* [Work to complete]: Find and copy each line of the listing below that has the word "none" in it.
*** Data to examine Section Begins ***
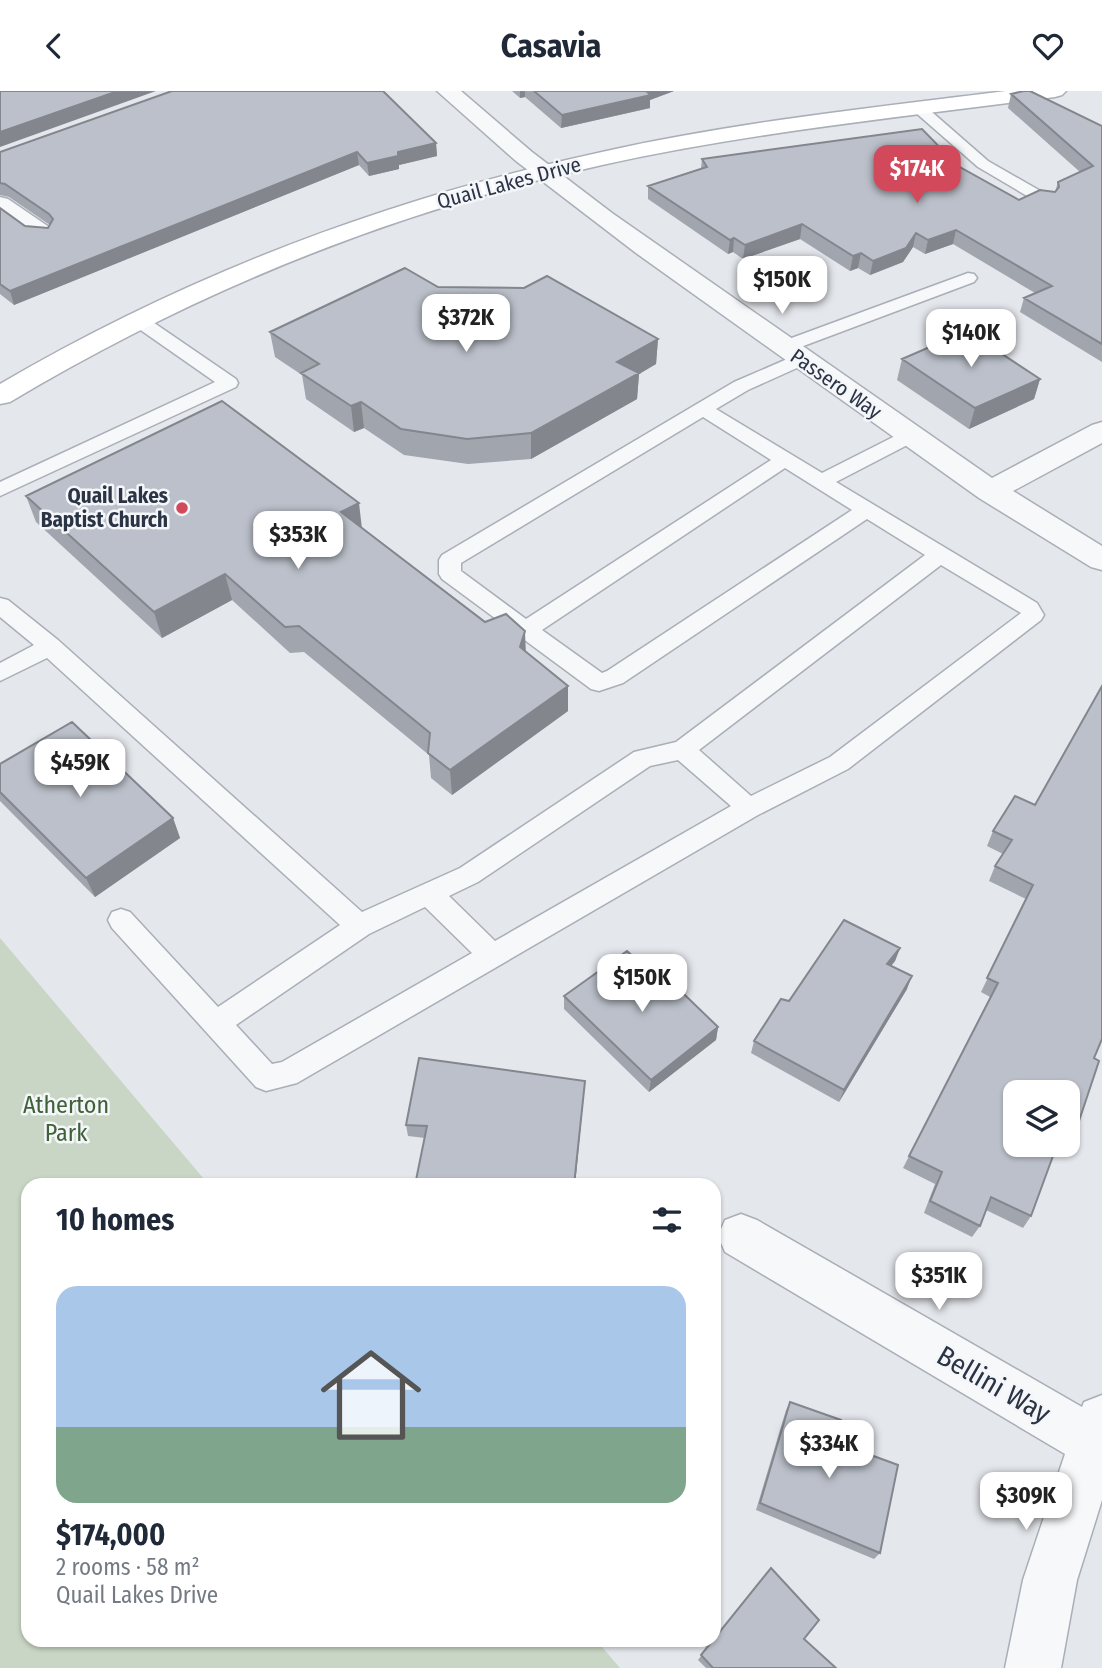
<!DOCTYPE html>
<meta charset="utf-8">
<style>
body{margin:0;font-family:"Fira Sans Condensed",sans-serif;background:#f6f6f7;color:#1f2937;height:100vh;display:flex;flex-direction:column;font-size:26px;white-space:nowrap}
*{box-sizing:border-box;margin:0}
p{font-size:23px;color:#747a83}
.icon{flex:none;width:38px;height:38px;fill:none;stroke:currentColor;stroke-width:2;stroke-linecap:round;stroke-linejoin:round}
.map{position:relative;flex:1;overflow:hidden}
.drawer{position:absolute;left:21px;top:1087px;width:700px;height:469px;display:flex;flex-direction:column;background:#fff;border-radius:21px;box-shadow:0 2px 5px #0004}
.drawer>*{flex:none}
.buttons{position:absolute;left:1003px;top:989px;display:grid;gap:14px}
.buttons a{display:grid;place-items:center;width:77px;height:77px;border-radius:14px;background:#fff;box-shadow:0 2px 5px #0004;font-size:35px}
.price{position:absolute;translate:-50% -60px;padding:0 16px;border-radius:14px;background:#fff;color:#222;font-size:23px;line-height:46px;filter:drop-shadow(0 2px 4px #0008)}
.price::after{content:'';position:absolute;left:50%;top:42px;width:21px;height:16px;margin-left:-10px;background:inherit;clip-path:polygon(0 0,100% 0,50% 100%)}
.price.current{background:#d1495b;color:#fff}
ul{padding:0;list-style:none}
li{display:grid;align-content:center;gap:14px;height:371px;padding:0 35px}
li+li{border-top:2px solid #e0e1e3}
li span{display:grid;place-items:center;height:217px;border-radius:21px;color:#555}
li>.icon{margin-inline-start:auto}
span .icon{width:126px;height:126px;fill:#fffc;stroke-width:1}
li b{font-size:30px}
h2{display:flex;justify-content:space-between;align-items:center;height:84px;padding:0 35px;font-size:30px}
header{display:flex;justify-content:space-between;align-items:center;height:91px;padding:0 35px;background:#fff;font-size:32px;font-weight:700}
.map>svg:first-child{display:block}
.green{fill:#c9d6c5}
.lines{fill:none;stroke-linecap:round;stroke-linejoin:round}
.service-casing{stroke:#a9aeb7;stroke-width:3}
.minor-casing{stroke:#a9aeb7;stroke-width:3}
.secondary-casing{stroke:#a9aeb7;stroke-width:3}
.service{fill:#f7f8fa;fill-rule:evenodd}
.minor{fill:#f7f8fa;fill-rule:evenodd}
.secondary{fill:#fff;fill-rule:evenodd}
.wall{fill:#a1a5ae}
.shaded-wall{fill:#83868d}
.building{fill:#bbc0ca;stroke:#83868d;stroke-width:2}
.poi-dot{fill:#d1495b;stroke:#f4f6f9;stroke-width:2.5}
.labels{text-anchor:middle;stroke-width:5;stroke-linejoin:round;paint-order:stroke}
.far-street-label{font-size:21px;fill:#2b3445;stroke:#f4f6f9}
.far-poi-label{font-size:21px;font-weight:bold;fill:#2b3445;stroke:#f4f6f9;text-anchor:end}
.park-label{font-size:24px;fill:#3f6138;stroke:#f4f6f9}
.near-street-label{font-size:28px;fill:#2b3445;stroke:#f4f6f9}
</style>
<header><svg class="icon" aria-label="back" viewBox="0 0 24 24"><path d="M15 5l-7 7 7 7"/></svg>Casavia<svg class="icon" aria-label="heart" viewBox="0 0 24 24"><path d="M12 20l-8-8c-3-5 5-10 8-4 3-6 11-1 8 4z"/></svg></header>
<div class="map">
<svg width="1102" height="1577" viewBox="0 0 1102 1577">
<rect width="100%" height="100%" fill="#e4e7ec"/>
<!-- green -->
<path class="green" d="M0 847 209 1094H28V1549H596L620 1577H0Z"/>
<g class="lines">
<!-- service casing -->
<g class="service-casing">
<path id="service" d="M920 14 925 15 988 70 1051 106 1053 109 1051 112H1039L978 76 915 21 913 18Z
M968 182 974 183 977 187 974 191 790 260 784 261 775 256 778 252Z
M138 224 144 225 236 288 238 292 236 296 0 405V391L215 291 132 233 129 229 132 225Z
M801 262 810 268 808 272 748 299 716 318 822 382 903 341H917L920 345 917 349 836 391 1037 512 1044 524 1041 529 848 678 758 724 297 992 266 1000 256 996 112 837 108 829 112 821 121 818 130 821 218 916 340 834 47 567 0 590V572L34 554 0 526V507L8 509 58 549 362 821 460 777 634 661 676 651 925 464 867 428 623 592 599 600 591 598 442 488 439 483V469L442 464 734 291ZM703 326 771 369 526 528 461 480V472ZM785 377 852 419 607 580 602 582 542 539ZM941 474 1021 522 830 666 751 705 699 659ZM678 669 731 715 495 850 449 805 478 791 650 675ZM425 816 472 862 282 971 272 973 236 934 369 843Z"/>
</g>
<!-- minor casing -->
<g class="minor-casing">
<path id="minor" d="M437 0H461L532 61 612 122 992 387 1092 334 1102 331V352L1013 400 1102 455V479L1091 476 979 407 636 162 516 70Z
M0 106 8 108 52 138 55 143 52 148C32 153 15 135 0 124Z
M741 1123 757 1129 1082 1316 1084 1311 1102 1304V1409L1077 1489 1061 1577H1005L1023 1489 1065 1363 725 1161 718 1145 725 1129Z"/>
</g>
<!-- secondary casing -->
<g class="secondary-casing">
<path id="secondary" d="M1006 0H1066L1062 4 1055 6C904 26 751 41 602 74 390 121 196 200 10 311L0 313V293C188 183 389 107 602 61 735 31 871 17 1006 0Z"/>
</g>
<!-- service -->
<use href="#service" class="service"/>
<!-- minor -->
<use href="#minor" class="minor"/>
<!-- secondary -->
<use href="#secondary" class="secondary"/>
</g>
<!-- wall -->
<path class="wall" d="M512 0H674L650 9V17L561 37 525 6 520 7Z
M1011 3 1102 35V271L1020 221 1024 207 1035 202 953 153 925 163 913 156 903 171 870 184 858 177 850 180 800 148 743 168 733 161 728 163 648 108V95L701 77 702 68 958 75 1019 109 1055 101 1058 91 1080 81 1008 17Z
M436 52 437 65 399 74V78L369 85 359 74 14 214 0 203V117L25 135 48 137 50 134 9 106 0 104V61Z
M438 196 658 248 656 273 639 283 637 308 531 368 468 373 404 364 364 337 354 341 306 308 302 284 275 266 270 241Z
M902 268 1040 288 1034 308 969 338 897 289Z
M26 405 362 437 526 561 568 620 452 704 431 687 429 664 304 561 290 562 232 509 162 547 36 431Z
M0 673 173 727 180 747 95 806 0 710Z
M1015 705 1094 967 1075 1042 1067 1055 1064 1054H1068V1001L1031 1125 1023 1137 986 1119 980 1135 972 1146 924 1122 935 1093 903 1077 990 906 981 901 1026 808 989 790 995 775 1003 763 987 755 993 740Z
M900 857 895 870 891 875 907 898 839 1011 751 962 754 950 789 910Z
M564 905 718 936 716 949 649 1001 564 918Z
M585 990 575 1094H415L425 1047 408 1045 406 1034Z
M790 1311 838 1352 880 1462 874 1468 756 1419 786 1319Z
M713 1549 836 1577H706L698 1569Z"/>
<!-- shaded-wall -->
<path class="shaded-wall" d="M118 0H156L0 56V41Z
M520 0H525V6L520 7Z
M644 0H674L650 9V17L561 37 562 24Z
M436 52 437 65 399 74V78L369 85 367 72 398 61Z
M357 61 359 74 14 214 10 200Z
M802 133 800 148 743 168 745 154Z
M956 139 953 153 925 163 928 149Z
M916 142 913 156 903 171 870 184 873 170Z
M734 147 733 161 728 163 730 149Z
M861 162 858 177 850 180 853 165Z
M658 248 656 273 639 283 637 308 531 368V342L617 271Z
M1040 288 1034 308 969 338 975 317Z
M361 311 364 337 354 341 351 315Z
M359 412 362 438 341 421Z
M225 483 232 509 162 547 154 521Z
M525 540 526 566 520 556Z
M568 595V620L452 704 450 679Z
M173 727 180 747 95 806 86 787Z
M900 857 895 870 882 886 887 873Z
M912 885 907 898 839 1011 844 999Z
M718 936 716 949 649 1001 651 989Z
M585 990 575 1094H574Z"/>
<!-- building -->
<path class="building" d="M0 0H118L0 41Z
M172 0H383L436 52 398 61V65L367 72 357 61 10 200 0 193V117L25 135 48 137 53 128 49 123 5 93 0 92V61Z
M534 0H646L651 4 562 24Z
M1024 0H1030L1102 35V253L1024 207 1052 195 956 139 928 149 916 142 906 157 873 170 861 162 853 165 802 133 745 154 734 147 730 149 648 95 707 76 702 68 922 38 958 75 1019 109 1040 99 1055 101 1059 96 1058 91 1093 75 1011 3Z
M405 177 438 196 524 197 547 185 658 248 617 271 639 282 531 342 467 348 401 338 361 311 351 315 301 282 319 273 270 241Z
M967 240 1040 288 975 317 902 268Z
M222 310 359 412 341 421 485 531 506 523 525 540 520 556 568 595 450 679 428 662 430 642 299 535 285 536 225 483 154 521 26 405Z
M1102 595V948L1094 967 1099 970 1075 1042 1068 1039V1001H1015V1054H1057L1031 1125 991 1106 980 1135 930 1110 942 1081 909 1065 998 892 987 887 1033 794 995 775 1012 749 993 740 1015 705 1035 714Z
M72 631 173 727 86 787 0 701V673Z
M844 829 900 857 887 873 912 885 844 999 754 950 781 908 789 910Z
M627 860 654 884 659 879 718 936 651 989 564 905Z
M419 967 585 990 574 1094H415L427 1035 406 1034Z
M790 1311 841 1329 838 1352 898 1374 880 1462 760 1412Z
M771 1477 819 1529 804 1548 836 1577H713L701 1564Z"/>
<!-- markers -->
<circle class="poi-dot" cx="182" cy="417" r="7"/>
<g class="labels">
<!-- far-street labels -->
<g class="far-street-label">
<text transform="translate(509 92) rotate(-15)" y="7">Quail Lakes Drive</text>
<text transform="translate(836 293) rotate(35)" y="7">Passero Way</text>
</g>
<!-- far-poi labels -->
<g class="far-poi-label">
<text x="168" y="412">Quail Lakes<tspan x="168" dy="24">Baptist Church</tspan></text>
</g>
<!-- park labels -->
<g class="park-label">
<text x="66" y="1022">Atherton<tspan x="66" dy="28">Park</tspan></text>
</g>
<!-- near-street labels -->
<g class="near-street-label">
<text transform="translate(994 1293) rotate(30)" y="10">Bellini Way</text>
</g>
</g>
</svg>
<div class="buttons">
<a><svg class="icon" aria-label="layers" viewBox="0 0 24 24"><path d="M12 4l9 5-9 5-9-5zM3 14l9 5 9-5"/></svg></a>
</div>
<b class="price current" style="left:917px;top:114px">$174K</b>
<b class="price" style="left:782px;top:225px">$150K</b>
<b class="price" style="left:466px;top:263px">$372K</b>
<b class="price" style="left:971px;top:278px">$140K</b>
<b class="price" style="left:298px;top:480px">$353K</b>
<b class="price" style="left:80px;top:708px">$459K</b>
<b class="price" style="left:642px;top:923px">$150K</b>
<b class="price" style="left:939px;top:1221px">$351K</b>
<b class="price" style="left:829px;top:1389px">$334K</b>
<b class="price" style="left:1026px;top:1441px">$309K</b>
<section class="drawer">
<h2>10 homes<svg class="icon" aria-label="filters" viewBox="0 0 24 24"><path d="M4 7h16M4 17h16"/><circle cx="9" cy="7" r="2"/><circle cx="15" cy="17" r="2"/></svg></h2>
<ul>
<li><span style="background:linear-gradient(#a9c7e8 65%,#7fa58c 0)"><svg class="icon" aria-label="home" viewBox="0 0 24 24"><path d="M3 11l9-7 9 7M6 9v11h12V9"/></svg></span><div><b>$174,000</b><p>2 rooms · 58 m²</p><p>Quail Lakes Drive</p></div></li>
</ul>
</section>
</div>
*** Data to examine Section Ends ***
* [Reply]:
.icon{flex:none;width:38px;height:38px;fill:none;stroke:currentColor;stroke-width:2;stroke-linecap:round;stroke-linejoin:round}
.drawer>*{flex:none}
ul{padding:0;list-style:none}
.lines{fill:none;stroke-linecap:round;stroke-linejoin:round}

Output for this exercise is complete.